2008 was a year to remember for me, not only personally but politically as well, for I had lost my faith and trust in the Republican Party. The Democratic Party was always a joke to me, it’s views never aligned with my beliefs or principles. What made me switch allegiance was the head of the Republican Party at the time, the choices made and policies being passed by the intellectual celibate-of-a man, George W. Bush. It was a year of chaos; that is how I recall it.
The housing market had imploded. The Stock Market -in those days, I had no clue what it was about- had come crashing down, bringing not only the United States but the global economy into a recession. Named later as, The Great Recession, 2008 had an air of uncertainty. In the faces of many, fear lingered, many losing their employment, others, their houses, and even many their pensions. But just around the corner, hope had come cloaked in a black man. The aroma of something new, the belief of hope, being instilled by Barack Obama, led a young, naïve, pynk elephant like me, to vote for him. In my eyes, Obama was a savvy intellectual, a man of the people, and a hell of a ‘speaker’ compared to his predecessor.
Yet, as I look back now, with the knowledge I have obtained and taught myself through the years of ignorance, I have come to understand fully, that the stock market crash of 2008 was the cause of spirited casino-like gamblers led by bankers and the fame enabler of Wall Street. It did not matter who held the highest office of the land, either republican or democrat, Wall Street was secure in their high-stake bets with their associates. Wall Street, bankers, hedge funds, they all were certain, no matter the collapse, the government would bail them out for, if they failed, they would bring the entire economy of the world to ruins. How so my fellow pynk elephant?

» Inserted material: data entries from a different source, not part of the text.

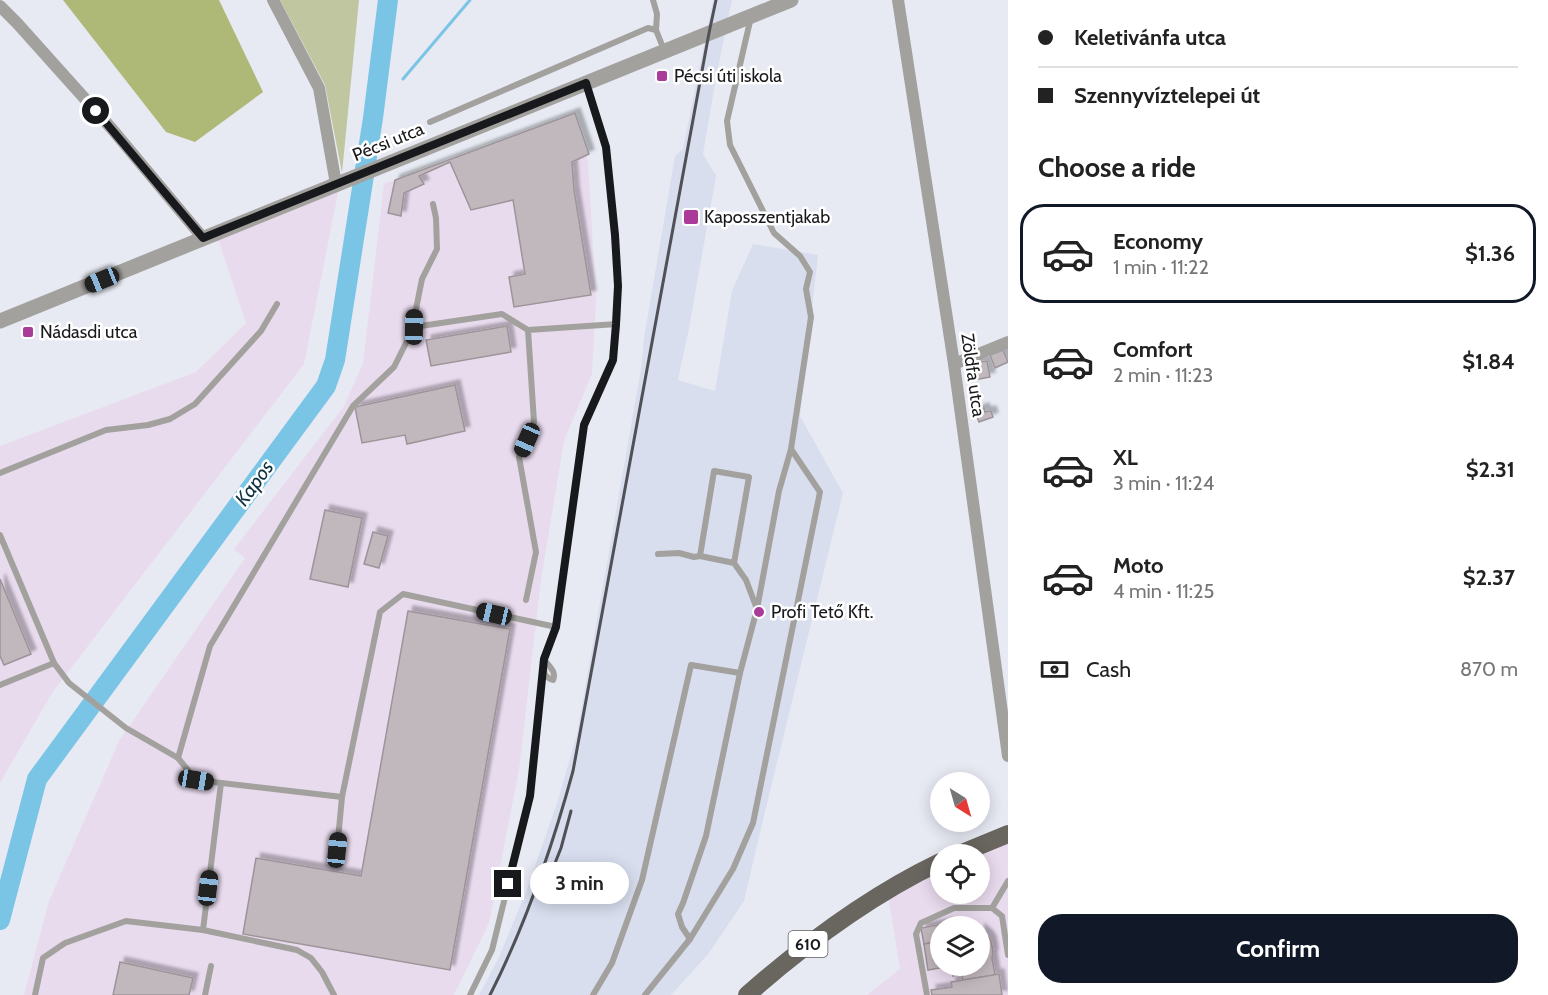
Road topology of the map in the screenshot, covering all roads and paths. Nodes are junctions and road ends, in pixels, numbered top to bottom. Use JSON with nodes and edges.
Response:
{"nodes":[{"id":1,"x":273,"y":0,"type":"edge"},
{"id":2,"x":653,"y":0,"type":"edge"},
{"id":3,"x":791,"y":0,"type":"edge"},
{"id":4,"x":898,"y":0,"type":"edge"},
{"id":5,"x":0,"y":6,"type":"edge"},
{"id":6,"x":751,"y":16,"type":"junction"},
{"id":7,"x":656,"y":30,"type":"junction"},
{"id":8,"x":664,"y":51,"type":"junction"},
{"id":9,"x":586,"y":83,"type":"junction"},
{"id":10,"x":430,"y":122,"type":"dead end"},
{"id":11,"x":342,"y":182,"type":"junction"},
{"id":12,"x":433,"y":204,"type":"dead end"},
{"id":13,"x":203,"y":238,"type":"junction"},
{"id":14,"x":277,"y":304,"type":"dead end"},
{"id":15,"x":0,"y":321,"type":"edge"},
{"id":16,"x":616,"y":324,"type":"junction"},
{"id":17,"x":414,"y":327,"type":"junction"},
{"id":18,"x":528,"y":330,"type":"junction"},
{"id":19,"x":1008,"y":342,"type":"edge"},
{"id":20,"x":954,"y":364,"type":"junction"},
{"id":21,"x":791,"y":449,"type":"junction"},
{"id":22,"x":0,"y":473,"type":"edge"},
{"id":23,"x":0,"y":535,"type":"edge"},
{"id":24,"x":658,"y":554,"type":"dead end"},
{"id":25,"x":700,"y":556,"type":"junction"},
{"id":26,"x":734,"y":563,"type":"junction"},
{"id":27,"x":526,"y":600,"type":"dead end"},
{"id":28,"x":757,"y":609,"type":"junction"},
{"id":29,"x":556,"y":627,"type":"junction"},
{"id":30,"x":544,"y":659,"type":"junction"},
{"id":31,"x":54,"y":663,"type":"junction"},
{"id":32,"x":543,"y":669,"type":"junction"},
{"id":33,"x":740,"y":673,"type":"junction"},
{"id":34,"x":0,"y":685,"type":"edge"},
{"id":35,"x":1008,"y":756,"type":"edge"},
{"id":36,"x":178,"y":758,"type":"junction"},
{"id":37,"x":221,"y":783,"type":"junction"},
{"id":38,"x":342,"y":797,"type":"junction"},
{"id":39,"x":1008,"y":834,"type":"edge"},
{"id":40,"x":984,"y":844,"type":"edge"},
{"id":41,"x":337,"y":850,"type":"dead end"},
{"id":42,"x":930,"y":867,"type":"edge"},
{"id":43,"x":1008,"y":881,"type":"edge"},
{"id":44,"x":992,"y":908,"type":"junction"},
{"id":45,"x":203,"y":930,"type":"junction"},
{"id":46,"x":690,"y":939,"type":"junction"},
{"id":47,"x":1008,"y":955,"type":"edge"},
{"id":48,"x":211,"y":966,"type":"dead end"},
{"id":49,"x":36,"y":995,"type":"edge"},
{"id":50,"x":205,"y":995,"type":"edge"},
{"id":51,"x":334,"y":995,"type":"edge"},
{"id":52,"x":470,"y":995,"type":"edge"},
{"id":53,"x":593,"y":995,"type":"edge"},
{"id":54,"x":645,"y":995,"type":"edge"},
{"id":55,"x":747,"y":995,"type":"edge"},
{"id":56,"x":927,"y":995,"type":"edge"}],
"edges":[{"from":1,"to":11,"type":"street"},
{"from":2,"to":7,"type":"lane"},
{"from":3,"to":6,"type":"street","name":"Pécsi utca"},
{"from":4,"to":20,"type":"street","name":"Zöldfa utca"},
{"from":5,"to":13,"type":"street"},
{"from":6,"to":8,"type":"street","name":"Pécsi utca"},
{"from":6,"to":21,"type":"lane"},
{"from":7,"to":8,"type":"lane"},
{"from":7,"to":10,"type":"lane"},
{"from":8,"to":9,"type":"street","name":"Pécsi utca"},
{"from":9,"to":11,"type":"street","name":"Pécsi utca"},
{"from":9,"to":16,"type":"lane"},
{"from":11,"to":13,"type":"street","name":"Pécsi utca"},
{"from":12,"to":17,"type":"lane"},
{"from":13,"to":15,"type":"street","name":"Pécsi utca"},
{"from":14,"to":22,"type":"lane"},
{"from":16,"to":18,"type":"lane"},
{"from":16,"to":29,"type":"lane"},
{"from":17,"to":18,"type":"lane"},
{"from":17,"to":36,"type":"lane"},
{"from":18,"to":27,"type":"lane"},
{"from":19,"to":20,"type":"street"},
{"from":20,"to":35,"type":"street","name":"Zöldfa utca"},
{"from":21,"to":28,"type":"lane"},
{"from":21,"to":46,"type":"lane"},
{"from":23,"to":31,"type":"lane"},
{"from":24,"to":25,"type":"lane"},
{"from":25,"to":26,"type":"lane"},
{"from":25,"to":26,"type":"lane"},
{"from":26,"to":28,"type":"lane"},
{"from":28,"to":33,"type":"lane"},
{"from":29,"to":30,"type":"lane"},
{"from":29,"to":38,"type":"lane"},
{"from":30,"to":32,"type":"lane"},
{"from":30,"to":32,"type":"lane"},
{"from":31,"to":34,"type":"lane"},
{"from":31,"to":36,"type":"lane"},
{"from":32,"to":52,"type":"lane"},
{"from":33,"to":46,"type":"lane"},
{"from":33,"to":53,"type":"lane"},
{"from":36,"to":37,"type":"lane"},
{"from":37,"to":38,"type":"lane"},
{"from":37,"to":45,"type":"lane"},
{"from":38,"to":41,"type":"lane"},
{"from":39,"to":40,"type":"main road"},
{"from":42,"to":55,"type":"main road","number":"610"},
{"from":43,"to":44,"type":"lane"},
{"from":44,"to":47,"type":"lane"},
{"from":44,"to":56,"type":"lane"},
{"from":45,"to":49,"type":"lane"},
{"from":45,"to":51,"type":"lane"},
{"from":46,"to":54,"type":"lane"},
{"from":48,"to":50,"type":"lane"}]}
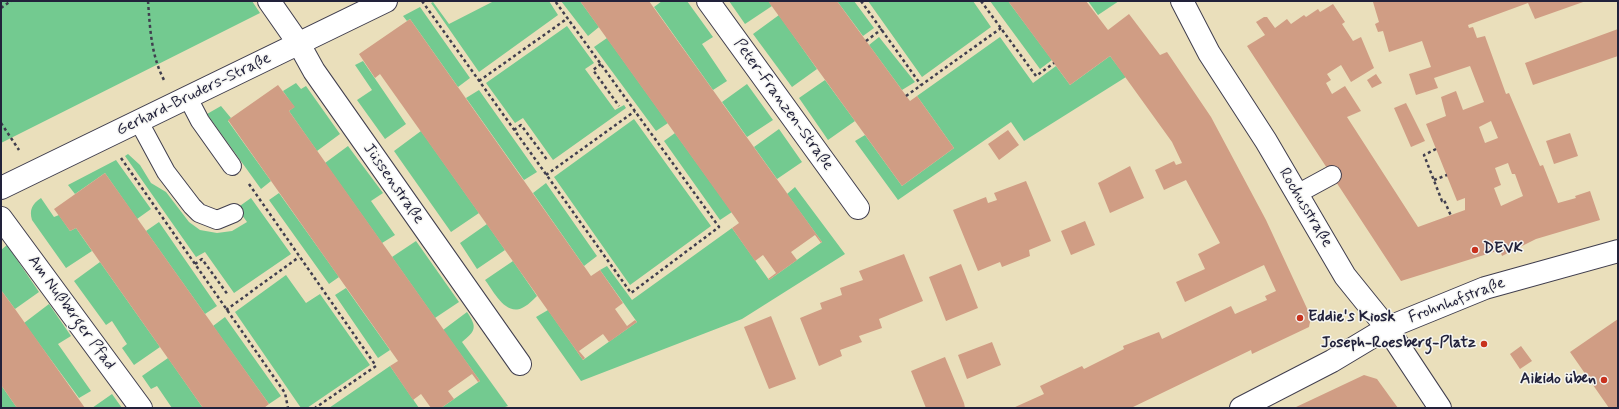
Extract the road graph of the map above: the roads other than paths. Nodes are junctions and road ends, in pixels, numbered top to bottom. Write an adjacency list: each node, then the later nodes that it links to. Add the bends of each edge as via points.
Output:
1 (269, 1): 5 (street, Jüssenstraße)
2 (386, 1): 5 (street, Gerhard-Bruders-Straße)
3 (708, 1): 12 (street, Peter-Franzen-Straße)
4 (1182, 1): 11 (street, Rochusstraße, via 1209,53 1266,141)
5 (299, 44): 6 (street, Gerhard-Bruders-Straße); 17 (street, Jüssenstraße, via 314,71)
6 (182, 101): 7 (street, Gerhard-Bruders-Straße); 8 (lane, via 200,121)
7 (139, 122): 10 (street, Gerhard-Bruders-Straße); 13 (lane, via 166,172 199,213 217,220)
8 (232, 166)
9 (1332, 175): 11 (lane)
10 (1, 188)
11 (1296, 194): 16 (street, Rochusstraße, via 1345,276)
12 (858, 208)
13 (234, 213)
14 (1, 218): 18 (street, Am Nußberger Pfad)
15 (1618, 251): 16 (street, Frohnhofstraße, via 1484,288)
16 (1387, 328): 19 (street, Frohnhofstraße, via 1332,361); 20 (street, Rochusstraße)
17 (520, 364)
18 (141, 408)
19 (1241, 408)
20 (1440, 408)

The market crash of 2000, the famous dot com bubble,1 had brought the United States into a semi-recession. With the wars raging after 9/11, banks became very lenient in giving out loans to individuals and institutions, as it opened a flood gate towards loans for those desiring to purchase homes.2 This flood gate of easy access to bank loans for home purchases was the jolt needed to boost the domestic economy from its slump. Even President George W. Bush passed a bill to help give quick loans to first-time buyers, as part of their access to the American Dream to own.3
See, people don’t understand that banks function differently than businesses. For banks to obtain profit, the money they have in their vaults must leave out the door through loans.4 Unlike a typical business or corporation, the more cash the bank possesses, the more of a loss it has -oddly, therefore, their way to make a profit is off interest, or what it truly is, usury.5
As banks started to give out loans like hotcakes to ‘approved’ individuals, and institutions, their profits soared from 2003 to 2007,6 before the market crash in 2008. (This is where it gets interesting for me, and perhaps it may be uninteresting for the many, for we in Main Street -the terminology given to us by Wall Street, defined as average Americans or individuals who are not in correlation with Wall Street- find what happened in 2008, perplexing.) Banks like Bank of America, J.P. Morgan Chase, Wells Fargo, etc., these banks are public banks that accept depositors like you or me, who make less than 400K dollars annually.
Private banks, better known as investment banks -which are unknown to Main Street- are where money makers and hedge funds go and obtain capital for multiple endeavors.7 May it be, a coming IPO (Initial Public Offering) of a company, manage assets or obtain loans, it is where the big fish who make more than 1 million dollars get to play. Thynk of it as a casino, you have the main floor for the simpletons who gamble in the slot machines, and then you have the high roller floor for people desiring to gamble away with serious money. Not a lot of average joes heading towards that floor.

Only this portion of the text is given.